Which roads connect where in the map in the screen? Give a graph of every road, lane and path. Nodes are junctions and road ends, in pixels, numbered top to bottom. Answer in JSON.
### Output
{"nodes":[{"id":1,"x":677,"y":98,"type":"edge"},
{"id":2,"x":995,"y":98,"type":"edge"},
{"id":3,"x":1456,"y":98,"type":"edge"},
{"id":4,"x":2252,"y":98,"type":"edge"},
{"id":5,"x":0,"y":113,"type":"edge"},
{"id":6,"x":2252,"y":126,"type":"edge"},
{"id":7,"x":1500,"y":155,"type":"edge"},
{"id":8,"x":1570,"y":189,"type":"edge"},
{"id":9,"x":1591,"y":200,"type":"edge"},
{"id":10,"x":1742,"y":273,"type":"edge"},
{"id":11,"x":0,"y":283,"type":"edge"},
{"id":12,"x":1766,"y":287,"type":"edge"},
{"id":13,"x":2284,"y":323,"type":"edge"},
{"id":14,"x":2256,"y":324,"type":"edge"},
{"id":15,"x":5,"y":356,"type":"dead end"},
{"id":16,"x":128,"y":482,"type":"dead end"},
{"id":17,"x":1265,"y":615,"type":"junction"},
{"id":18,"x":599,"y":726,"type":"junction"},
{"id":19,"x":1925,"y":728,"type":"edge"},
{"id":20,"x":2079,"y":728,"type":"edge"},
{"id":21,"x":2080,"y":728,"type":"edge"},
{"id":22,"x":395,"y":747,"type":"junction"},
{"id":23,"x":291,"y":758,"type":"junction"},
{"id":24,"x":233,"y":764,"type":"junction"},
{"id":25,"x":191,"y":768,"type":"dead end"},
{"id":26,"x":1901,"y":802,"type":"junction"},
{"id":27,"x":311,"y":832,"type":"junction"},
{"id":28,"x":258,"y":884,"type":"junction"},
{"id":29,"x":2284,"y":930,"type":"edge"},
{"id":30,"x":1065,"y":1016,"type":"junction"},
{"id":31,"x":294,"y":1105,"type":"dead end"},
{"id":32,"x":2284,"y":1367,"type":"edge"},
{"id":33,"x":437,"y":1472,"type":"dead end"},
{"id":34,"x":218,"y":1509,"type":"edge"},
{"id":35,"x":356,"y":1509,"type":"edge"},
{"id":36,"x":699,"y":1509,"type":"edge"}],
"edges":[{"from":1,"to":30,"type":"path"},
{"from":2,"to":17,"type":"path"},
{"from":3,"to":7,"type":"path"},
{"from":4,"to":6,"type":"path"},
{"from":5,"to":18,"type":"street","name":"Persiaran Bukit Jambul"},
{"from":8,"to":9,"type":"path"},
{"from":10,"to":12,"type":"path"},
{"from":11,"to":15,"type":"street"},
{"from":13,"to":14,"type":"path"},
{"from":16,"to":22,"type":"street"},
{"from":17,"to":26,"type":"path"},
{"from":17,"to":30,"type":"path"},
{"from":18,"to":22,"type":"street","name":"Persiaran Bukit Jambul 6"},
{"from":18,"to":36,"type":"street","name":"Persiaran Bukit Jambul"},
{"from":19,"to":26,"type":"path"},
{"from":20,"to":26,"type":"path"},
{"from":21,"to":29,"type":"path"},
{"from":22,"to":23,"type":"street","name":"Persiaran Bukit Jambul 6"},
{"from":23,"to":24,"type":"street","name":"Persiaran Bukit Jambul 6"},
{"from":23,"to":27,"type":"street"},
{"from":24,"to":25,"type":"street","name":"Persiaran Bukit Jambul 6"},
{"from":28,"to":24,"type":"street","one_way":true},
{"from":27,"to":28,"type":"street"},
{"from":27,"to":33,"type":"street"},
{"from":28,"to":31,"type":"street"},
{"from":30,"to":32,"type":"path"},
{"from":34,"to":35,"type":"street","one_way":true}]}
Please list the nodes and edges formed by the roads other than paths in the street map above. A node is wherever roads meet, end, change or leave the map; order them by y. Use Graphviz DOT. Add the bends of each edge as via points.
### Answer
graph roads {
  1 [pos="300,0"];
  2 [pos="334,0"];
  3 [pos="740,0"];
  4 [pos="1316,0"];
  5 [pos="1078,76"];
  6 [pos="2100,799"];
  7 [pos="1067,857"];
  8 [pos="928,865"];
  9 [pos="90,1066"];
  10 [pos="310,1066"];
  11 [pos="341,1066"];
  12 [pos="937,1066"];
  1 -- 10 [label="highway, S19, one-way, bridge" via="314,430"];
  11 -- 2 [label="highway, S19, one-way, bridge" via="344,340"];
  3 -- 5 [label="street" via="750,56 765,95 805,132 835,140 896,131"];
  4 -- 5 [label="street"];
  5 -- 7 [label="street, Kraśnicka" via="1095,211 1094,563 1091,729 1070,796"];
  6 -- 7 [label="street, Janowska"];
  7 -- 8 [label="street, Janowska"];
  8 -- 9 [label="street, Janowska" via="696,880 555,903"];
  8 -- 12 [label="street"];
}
────────────────────────────────────────
The problem:
Across the records above, how many lines does the word "Persiaran" appear on? Reply with the number only.

Output for this task:
6